OESP, Nacional, p. A9
24 de Jan de 2004

Comércio fecha as portas em MS com medo dos caiovás
Após confronto com fazendeiros em Iguatemi, população agora teme saques

JOSÉ MARIA TOMAZELA

IGUATEMI - Os funcionários do Supermercado Brasil, na Avenida Presidente Vargas, a principal de Iguatemi, no extremo sul de Mato Grosso do Sul, trabalham atentos ao movimento da rua. Ao menor sinal de anormalidade, baixam as portas. A proprietária, Neusa Santana de Lima, foi avisada de que os índios iriam saquear as prateleiras e está vivendo com medo e incerteza.
"Depois do que fizeram na ponte, tudo é possível", disse.

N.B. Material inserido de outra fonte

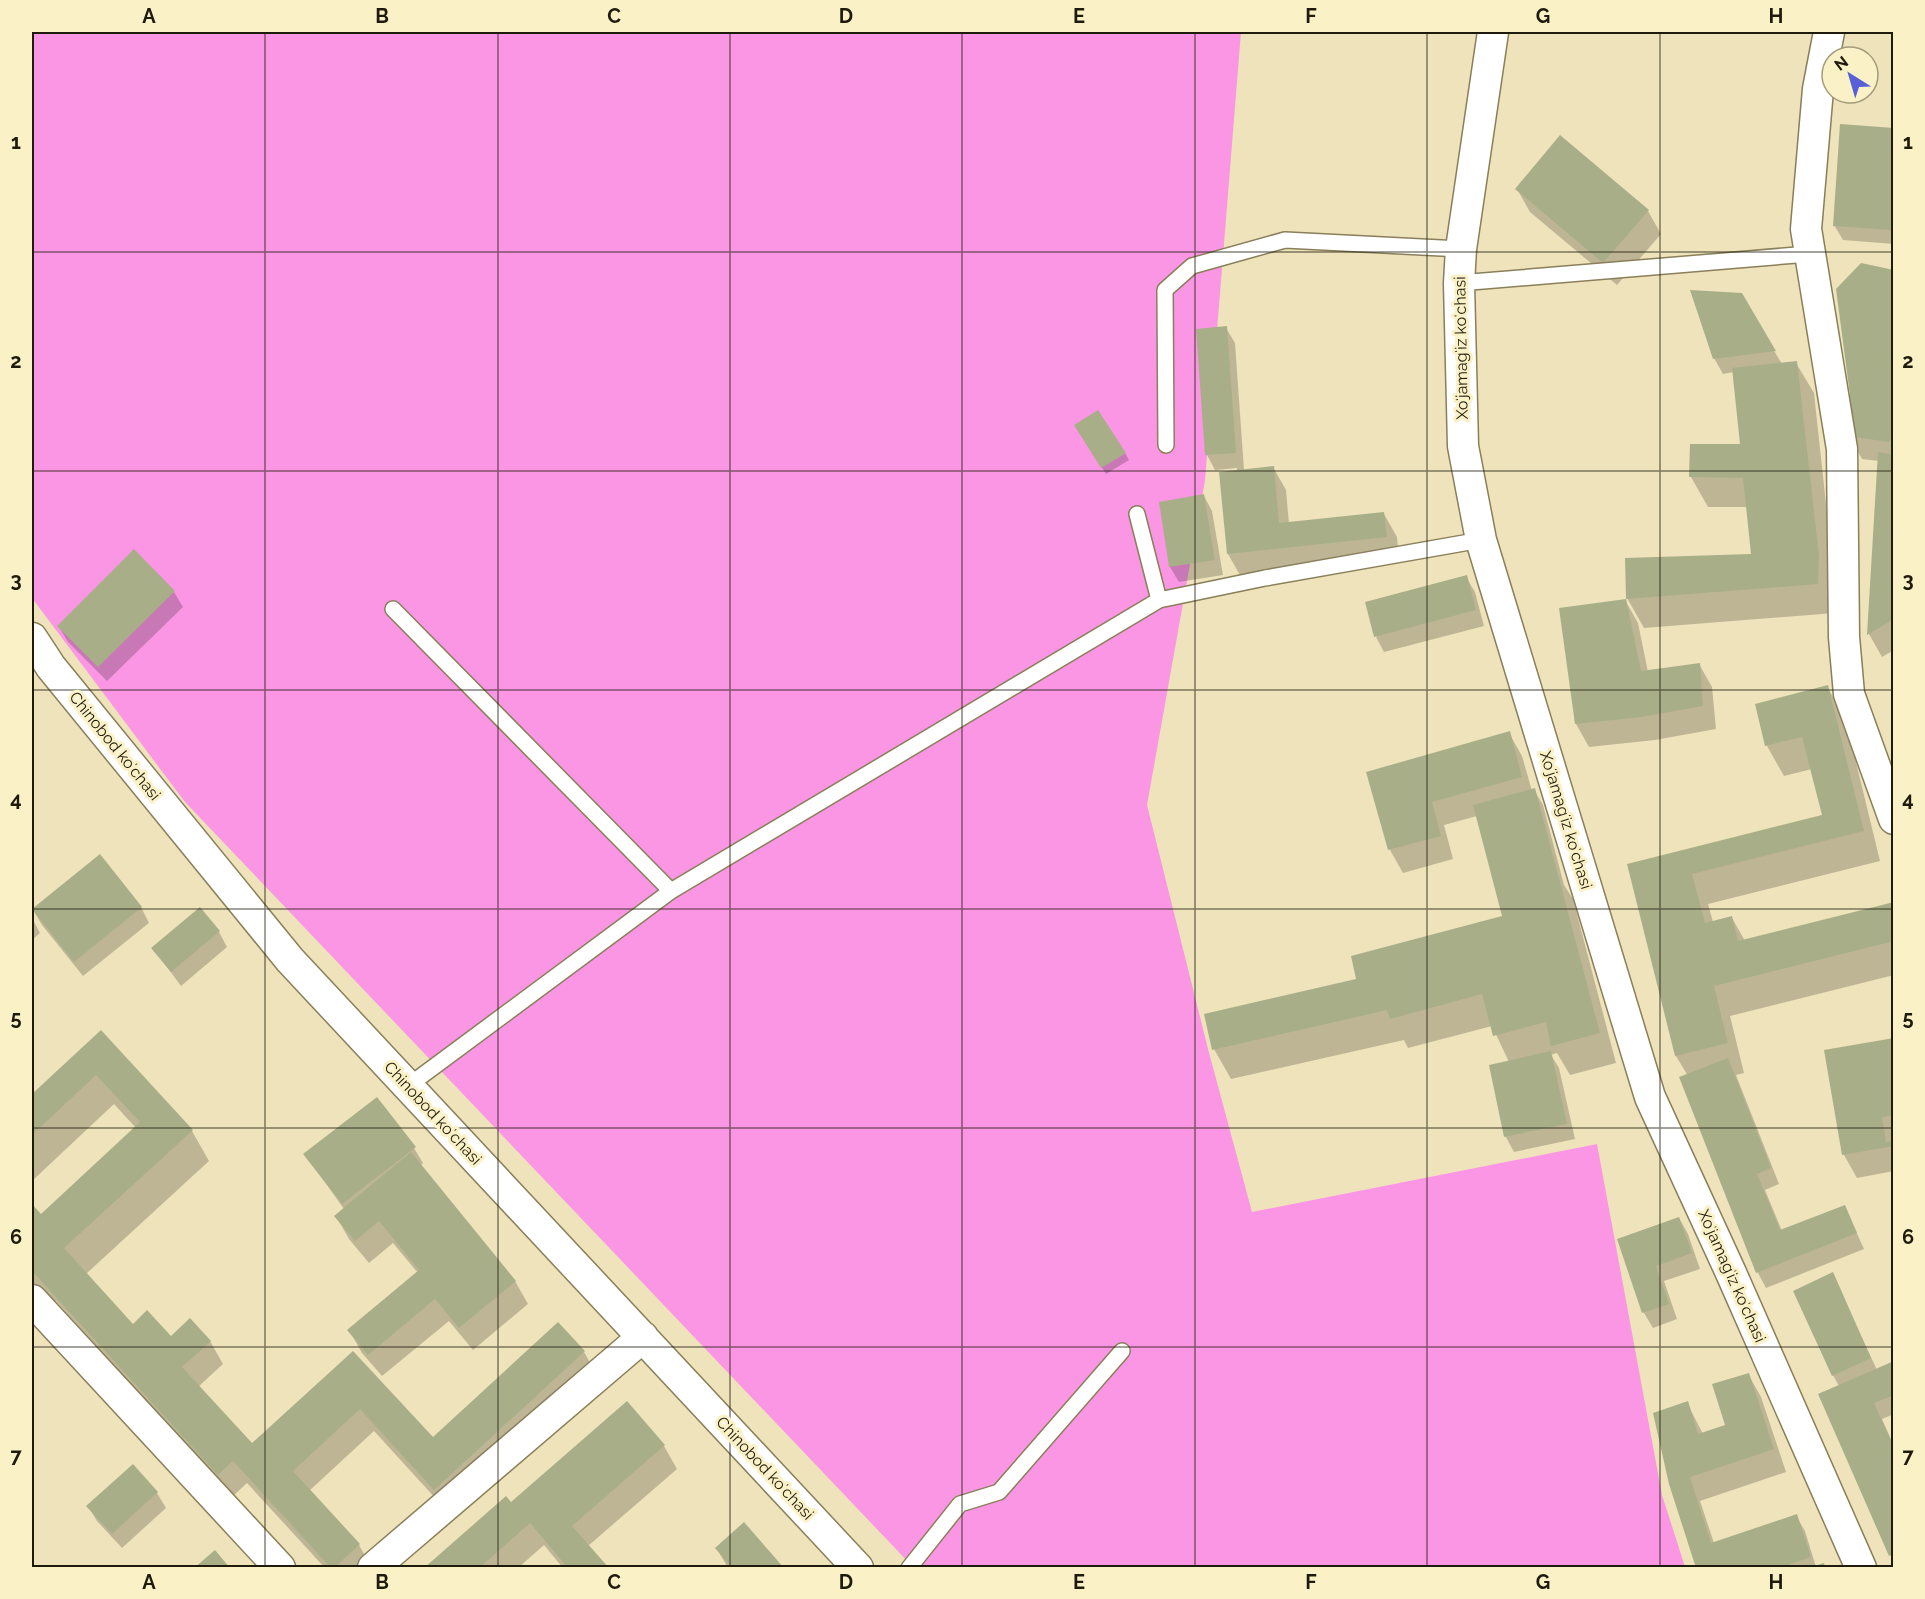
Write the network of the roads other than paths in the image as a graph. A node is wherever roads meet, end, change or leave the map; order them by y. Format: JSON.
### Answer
{"nodes":[{"id":1,"x":1494,"y":32,"type":"edge"},
{"id":2,"x":1829,"y":32,"type":"edge"},
{"id":3,"x":1461,"y":249,"type":"junction"},
{"id":4,"x":1809,"y":254,"type":"junction"},
{"id":5,"x":1459,"y":283,"type":"junction"},
{"id":6,"x":1166,"y":445,"type":"dead end"},
{"id":7,"x":1137,"y":514,"type":"dead end"},
{"id":8,"x":1481,"y":540,"type":"junction"},
{"id":9,"x":1159,"y":600,"type":"junction"},
{"id":10,"x":393,"y":609,"type":"dead end"},
{"id":11,"x":32,"y":638,"type":"edge"},
{"id":12,"x":1893,"y":819,"type":"edge"},
{"id":13,"x":671,"y":891,"type":"junction"},
{"id":14,"x":408,"y":1086,"type":"junction"},
{"id":15,"x":32,"y":1300,"type":"edge"},
{"id":16,"x":643,"y":1337,"type":"junction"},
{"id":17,"x":1122,"y":1351,"type":"dead end"},
{"id":18,"x":280,"y":1568,"type":"edge"},
{"id":19,"x":373,"y":1568,"type":"edge"},
{"id":20,"x":858,"y":1568,"type":"edge"},
{"id":21,"x":909,"y":1568,"type":"edge"},
{"id":22,"x":1861,"y":1568,"type":"edge"}],
"edges":[{"from":1,"to":3,"type":"street","name":"Xoʻjamagʻiz koʻchasi"},
{"from":2,"to":4,"type":"street"},
{"from":3,"to":5,"type":"street","name":"Xoʻjamagʻiz koʻchasi"},
{"from":3,"to":6,"type":"lane"},
{"from":4,"to":5,"type":"lane"},
{"from":4,"to":12,"type":"street"},
{"from":5,"to":8,"type":"street","name":"Xoʻjamagʻiz koʻchasi"},
{"from":7,"to":9,"type":"lane"},
{"from":8,"to":9,"type":"lane"},
{"from":8,"to":22,"type":"street","name":"Xoʻjamagʻiz koʻchasi"},
{"from":9,"to":13,"type":"lane"},
{"from":10,"to":13,"type":"lane"},
{"from":11,"to":14,"type":"street","name":"Chinobod koʻchasi"},
{"from":13,"to":14,"type":"lane"},
{"from":14,"to":16,"type":"street","name":"Chinobod koʻchasi"},
{"from":15,"to":18,"type":"street"},
{"from":16,"to":19,"type":"street"},
{"from":16,"to":20,"type":"street","name":"Chinobod koʻchasi"},
{"from":17,"to":21,"type":"lane"}]}
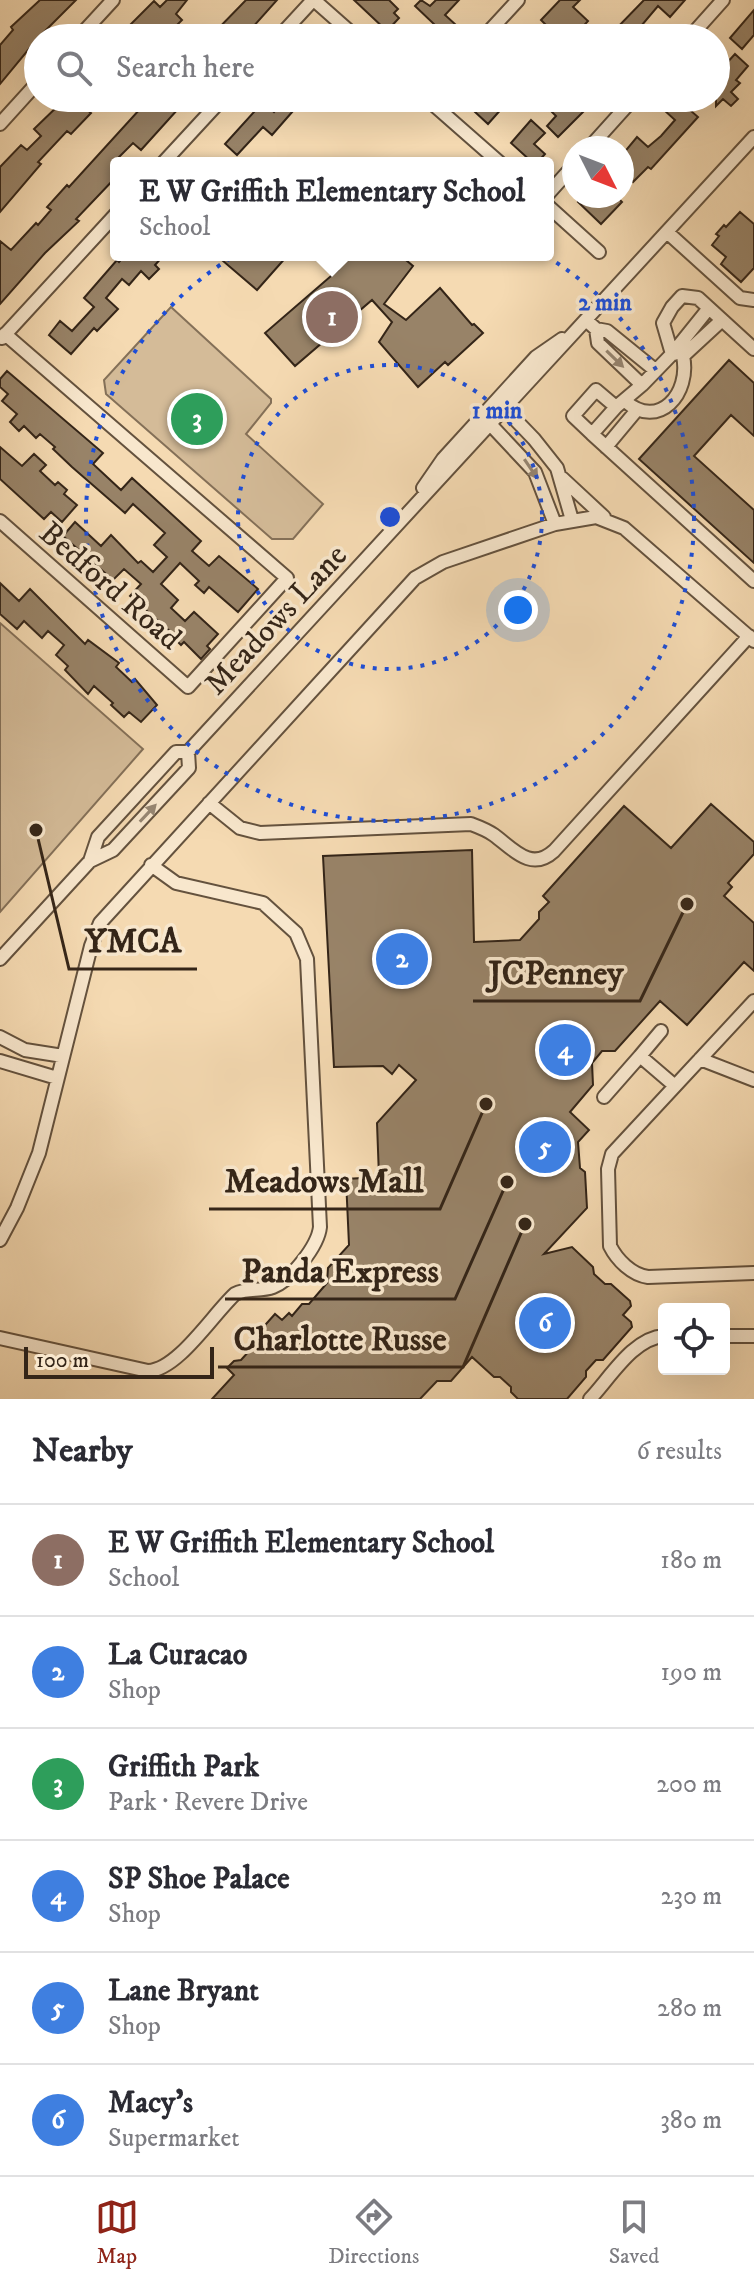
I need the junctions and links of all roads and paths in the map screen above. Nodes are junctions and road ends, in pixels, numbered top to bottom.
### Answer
1 (113, 0) edge
2 (314, 0) edge
3 (518, 0) edge
4 (723, 0) edge
5 (91, 24) edge
6 (291, 24) edge
7 (341, 24) edge
8 (496, 24) edge
9 (702, 24) edge
10 (24, 97) edge
11 (210, 112) edge
12 (443, 112) edge
13 (621, 112) edge
14 (0, 124) edge
15 (600, 136) edge
16 (754, 139) edge
17 (169, 157) edge
18 (493, 157) edge
19 (554, 211) edge
20 (110, 221) edge
21 (667, 232) junction
22 (599, 252) dead end
23 (753, 297) edge
24 (709, 308) junction
25 (722, 320) junction
26 (587, 326) junction
27 (3, 337) edge
28 (754, 349) edge
29 (678, 355) junction
30 (655, 370) junction
31 (642, 385) junction
32 (620, 404) junction
33 (505, 409) junction
34 (636, 411) junction
35 (490, 424) junction
36 (592, 434) junction
37 (606, 447) junction
38 (560, 477) junction
39 (572, 520) junction
40 (0, 521) edge
41 (610, 521) junction
42 (401, 522) junction
43 (555, 524) junction
44 (754, 581) edge
45 (751, 638) edge
46 (188, 752) junction
47 (209, 803) junction
48 (90, 861) junction
49 (151, 865) junction
50 (0, 959) edge
51 (754, 1001) edge
52 (661, 1031) dead end
53 (0, 1037) edge
54 (63, 1056) junction
55 (640, 1056) junction
56 (700, 1059) junction
57 (0, 1061) edge
58 (57, 1078) junction
59 (754, 1080) edge
60 (675, 1086) junction
61 (604, 1097) dead end
62 (0, 1240) edge
63 (754, 1273) edge
64 (730, 1336) edge
65 (754, 1336) edge
66 (658, 1337) edge
67 (0, 1338) edge
68 (590, 1399) edge

1 - 5 street
2 - 6 street
2 - 7 street
3 - 8 street
4 - 9 street
10 - 14 street
11 - 17 street
12 - 18 street
13 - 15 street
16 - 21 street, Meadows Lane
19 - 22 street
20 - 27 street
21 - 23 street
21 - 26 street, Meadows Lane
24 - 25 street
24 - 29 street
24 - 29 street
25 - 28 street
25 - 29 street
26 - 30 street
26 -> 31 street
26 - 33 street, Meadows Lane
26 - 42 street, Meadows Lane
27 - 40 street, Bedford Road
29 - 30 street
29 - 34 street
30 - 31 street
31 - 32 street
32 - 34 street
32 - 36 street
32 - 36 street
33 - 35 street, Meadows Lane
33 - 38 street
34 - 37 street
35 - 42 street, Meadows Lane
35 -> 43 street
36 - 37 street
37 - 44 street
38 - 39 street
38 - 41 street
39 - 41 street
39 - 43 street
41 - 45 street
42 - 46 street, Meadows Lane
43 - 47 street
45 - 47 street
46 - 48 street, Meadows Lane
48 -> 46 street, Meadows Lane
47 - 49 street
48 - 50 street, Meadows Lane
49 - 54 street
49 - 67 street
51 - 56 street
52 - 55 street
53 - 54 street
54 - 58 street
55 - 60 street
55 - 61 street
56 - 59 street
56 - 60 street
57 - 58 street
58 - 62 street
60 - 63 street
64 - 65 street
66 - 68 street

Na quarta-feira, cerca de 600 índios investiram contra um grupo de fazendeiros que bloqueava a ponte sobre o Rio Iguatemi, na divisa do município com Japorã, e houve confronto. Duas pessoas, um fazendeiro e um índio, ficaram feridas.
Os caiovás-guaranis invadiram 14 fazendas da região e o protesto era contra a demora em cumprir um mandado de reintegração de posse concedido pela Justiça federal. Até então, os índios em guerra não tinham deixado as áreas invadidas. Agora, dizem que, se forem despejados, entram na cidade. "Mesmo sem virem, já estão fazendo estrago", diz a comerciante. Ela conta que, desde o início das invasões, há um mês, o movimento do supermercado caiu 30%. "As vendas com cartões, para turistas e pessoas de fora, caíram 90%."
O Supermercado Santos e outros estabelecimentos também fecharam as portas ontem e anteontem, em vários períodos. "Se a situação continuar assim, serei obrigada a dispensar 10 dos 24 funcionários", diz Neusa. Dono de um hotel e restaurante, Catarino Juvenal Tiecher afirma que, nos 20 anos em Iguatemi, é a primeira vez que os índios incomodam. "Tem gente por trás deles."
A ameaça de invasão levou moradores a se recolherem em casa na Vila Esperança. As mães tiraram os filhos das ruas. "Os sitiantes também não estão vindo para a cidade, com isso o movimento caiu", reclamou o comerciante Tiago Fernandes.
Na madrugada de ontem, Osmar Ribeiro, empregado de uma fazenda, teria sido ameaçado de morte por um paraguaio que mora entre os índios. Segundo o relato, ele o abordou num ponto escuro e, mostrando uma página de jornal onde o peão aparecia entre os fazendeiros, sacou uma pistola e encostou na cabeça: "Isso é pra você tomar mais cuidado." Assustado, Ribeiro deixou a cidade.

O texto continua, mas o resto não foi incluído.